PROMPT —
Working through the lines below, return each one that holds "Right".

------------------------------------------------------------------------

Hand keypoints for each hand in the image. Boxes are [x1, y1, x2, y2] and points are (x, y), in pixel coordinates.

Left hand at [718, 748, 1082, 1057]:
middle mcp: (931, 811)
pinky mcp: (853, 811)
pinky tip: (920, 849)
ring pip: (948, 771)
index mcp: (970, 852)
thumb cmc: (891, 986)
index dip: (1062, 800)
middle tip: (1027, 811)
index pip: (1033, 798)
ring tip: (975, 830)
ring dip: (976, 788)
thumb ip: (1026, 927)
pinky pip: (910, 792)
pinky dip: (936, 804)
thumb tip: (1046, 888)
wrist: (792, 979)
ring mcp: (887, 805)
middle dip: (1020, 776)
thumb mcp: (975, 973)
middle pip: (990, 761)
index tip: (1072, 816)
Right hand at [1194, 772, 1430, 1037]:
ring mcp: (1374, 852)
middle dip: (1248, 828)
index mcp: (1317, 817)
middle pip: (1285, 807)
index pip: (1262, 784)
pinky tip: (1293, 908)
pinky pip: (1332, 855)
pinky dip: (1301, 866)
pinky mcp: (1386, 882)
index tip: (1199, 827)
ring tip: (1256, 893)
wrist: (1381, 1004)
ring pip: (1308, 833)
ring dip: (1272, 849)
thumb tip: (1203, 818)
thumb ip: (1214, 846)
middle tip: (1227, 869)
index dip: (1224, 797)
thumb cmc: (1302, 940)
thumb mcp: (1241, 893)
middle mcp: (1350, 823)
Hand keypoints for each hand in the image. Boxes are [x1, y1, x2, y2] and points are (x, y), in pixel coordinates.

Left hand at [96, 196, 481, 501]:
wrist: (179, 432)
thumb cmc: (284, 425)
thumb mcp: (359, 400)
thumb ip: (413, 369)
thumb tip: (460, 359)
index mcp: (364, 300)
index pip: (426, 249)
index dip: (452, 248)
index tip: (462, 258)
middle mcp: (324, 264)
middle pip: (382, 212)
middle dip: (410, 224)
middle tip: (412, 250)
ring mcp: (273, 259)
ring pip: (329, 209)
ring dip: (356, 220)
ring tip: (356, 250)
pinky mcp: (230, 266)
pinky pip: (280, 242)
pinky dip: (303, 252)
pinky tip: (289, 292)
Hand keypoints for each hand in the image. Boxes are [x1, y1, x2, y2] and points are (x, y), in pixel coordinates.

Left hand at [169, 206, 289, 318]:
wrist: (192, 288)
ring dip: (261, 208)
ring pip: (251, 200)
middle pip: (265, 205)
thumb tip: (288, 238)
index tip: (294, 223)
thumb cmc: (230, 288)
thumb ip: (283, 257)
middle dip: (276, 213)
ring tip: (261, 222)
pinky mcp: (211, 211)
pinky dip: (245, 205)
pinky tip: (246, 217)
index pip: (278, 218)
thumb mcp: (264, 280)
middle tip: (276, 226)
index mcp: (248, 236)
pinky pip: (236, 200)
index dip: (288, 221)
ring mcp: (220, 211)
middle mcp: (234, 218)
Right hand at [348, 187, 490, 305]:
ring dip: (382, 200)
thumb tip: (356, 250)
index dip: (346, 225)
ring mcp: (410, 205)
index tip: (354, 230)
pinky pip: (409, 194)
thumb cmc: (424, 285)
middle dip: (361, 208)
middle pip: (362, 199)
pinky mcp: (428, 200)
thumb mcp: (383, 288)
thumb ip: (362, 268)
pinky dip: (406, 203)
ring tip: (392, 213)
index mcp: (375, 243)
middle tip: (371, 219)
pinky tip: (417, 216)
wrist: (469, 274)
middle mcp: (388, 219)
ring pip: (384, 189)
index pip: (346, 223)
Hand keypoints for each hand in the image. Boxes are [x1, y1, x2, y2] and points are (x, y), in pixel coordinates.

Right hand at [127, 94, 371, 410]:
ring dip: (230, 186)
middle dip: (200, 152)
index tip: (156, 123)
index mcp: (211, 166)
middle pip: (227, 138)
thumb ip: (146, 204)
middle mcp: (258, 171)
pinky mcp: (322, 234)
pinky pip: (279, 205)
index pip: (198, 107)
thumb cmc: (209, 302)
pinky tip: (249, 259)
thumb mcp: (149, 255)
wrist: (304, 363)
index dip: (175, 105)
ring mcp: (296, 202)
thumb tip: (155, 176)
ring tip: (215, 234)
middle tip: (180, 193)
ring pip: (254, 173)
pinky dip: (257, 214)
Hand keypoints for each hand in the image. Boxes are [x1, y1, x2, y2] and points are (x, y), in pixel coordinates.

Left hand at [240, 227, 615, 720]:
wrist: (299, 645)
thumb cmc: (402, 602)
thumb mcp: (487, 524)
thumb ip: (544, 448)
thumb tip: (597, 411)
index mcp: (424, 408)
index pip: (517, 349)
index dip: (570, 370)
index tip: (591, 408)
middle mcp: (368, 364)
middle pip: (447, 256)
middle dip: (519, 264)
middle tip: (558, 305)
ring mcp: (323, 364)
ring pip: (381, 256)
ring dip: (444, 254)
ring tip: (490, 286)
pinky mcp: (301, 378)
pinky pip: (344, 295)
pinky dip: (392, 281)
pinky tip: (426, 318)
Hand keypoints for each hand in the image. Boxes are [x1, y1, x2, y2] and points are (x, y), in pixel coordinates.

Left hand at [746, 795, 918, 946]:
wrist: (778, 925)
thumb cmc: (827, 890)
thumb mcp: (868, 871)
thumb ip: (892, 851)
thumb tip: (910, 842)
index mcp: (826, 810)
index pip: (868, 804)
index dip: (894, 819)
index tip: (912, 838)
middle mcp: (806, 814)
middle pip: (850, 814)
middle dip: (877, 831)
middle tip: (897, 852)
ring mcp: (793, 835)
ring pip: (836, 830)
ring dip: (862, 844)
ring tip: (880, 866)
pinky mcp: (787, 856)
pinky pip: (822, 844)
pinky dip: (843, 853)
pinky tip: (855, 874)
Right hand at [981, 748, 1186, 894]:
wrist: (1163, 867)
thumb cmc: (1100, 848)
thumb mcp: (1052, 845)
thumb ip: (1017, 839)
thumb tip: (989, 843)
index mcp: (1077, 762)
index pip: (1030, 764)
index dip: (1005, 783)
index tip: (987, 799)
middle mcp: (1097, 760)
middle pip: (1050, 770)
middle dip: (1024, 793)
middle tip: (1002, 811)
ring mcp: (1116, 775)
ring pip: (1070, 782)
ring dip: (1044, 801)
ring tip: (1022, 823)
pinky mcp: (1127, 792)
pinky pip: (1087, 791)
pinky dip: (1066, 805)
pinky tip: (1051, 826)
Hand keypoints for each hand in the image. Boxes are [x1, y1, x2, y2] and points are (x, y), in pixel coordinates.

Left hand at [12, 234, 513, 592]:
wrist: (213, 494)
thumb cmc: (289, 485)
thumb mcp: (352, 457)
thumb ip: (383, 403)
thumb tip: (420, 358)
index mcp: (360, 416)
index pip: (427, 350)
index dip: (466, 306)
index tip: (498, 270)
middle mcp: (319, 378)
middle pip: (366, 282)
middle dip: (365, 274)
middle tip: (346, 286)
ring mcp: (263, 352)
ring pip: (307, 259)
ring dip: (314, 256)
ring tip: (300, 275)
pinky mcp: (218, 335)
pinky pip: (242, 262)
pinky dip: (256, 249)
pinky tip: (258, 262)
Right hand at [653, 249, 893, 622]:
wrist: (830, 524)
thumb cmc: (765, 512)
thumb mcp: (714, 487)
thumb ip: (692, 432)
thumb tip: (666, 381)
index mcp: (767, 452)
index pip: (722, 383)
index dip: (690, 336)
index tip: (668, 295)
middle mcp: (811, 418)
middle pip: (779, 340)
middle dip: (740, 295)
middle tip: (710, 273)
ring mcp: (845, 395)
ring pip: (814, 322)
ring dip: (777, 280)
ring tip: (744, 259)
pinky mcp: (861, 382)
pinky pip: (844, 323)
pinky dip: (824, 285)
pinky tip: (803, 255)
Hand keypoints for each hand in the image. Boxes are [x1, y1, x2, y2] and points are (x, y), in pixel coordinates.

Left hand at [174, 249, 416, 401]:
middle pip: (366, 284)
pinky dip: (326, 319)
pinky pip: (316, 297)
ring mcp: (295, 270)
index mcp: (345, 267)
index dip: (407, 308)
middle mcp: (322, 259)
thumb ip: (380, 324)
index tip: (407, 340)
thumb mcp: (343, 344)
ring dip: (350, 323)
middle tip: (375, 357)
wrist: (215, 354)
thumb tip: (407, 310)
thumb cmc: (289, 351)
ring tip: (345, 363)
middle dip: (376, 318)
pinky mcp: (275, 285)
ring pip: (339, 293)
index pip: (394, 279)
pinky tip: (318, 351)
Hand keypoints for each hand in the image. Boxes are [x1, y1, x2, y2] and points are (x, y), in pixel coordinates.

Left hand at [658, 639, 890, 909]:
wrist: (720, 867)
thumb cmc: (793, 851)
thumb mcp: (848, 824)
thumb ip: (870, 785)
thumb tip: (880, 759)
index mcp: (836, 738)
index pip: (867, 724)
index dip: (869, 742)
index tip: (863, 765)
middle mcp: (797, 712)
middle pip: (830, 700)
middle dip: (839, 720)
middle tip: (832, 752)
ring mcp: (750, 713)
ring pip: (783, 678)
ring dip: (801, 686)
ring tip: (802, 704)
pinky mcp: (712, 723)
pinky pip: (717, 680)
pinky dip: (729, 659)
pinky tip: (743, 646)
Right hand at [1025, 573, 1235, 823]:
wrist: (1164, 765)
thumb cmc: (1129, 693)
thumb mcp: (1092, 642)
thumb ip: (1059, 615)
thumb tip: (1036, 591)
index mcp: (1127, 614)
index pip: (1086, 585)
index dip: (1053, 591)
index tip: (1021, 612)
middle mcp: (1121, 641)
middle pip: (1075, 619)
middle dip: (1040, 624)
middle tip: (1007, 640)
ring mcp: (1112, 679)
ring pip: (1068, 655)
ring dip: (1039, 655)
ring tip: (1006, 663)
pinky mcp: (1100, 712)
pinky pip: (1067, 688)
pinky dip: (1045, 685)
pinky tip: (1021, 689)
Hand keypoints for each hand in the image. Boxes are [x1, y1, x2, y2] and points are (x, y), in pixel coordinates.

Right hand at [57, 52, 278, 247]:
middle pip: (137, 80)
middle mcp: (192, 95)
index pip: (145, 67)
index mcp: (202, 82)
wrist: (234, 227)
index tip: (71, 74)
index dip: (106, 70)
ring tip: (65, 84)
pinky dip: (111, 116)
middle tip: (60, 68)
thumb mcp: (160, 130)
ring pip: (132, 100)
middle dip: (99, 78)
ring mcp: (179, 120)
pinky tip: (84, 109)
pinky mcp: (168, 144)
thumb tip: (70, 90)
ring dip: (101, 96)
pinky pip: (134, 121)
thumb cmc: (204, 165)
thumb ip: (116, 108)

------------------------------------------------------------------------

ANSWER SECTION —
Right hand at [1194, 772, 1430, 1037]:
Right hand at [348, 187, 490, 305]:
Right hand at [127, 94, 371, 410]:
Right hand at [981, 748, 1186, 894]:
Right hand at [653, 249, 893, 622]:
Right hand at [1025, 573, 1235, 823]:
Right hand at [57, 52, 278, 247]:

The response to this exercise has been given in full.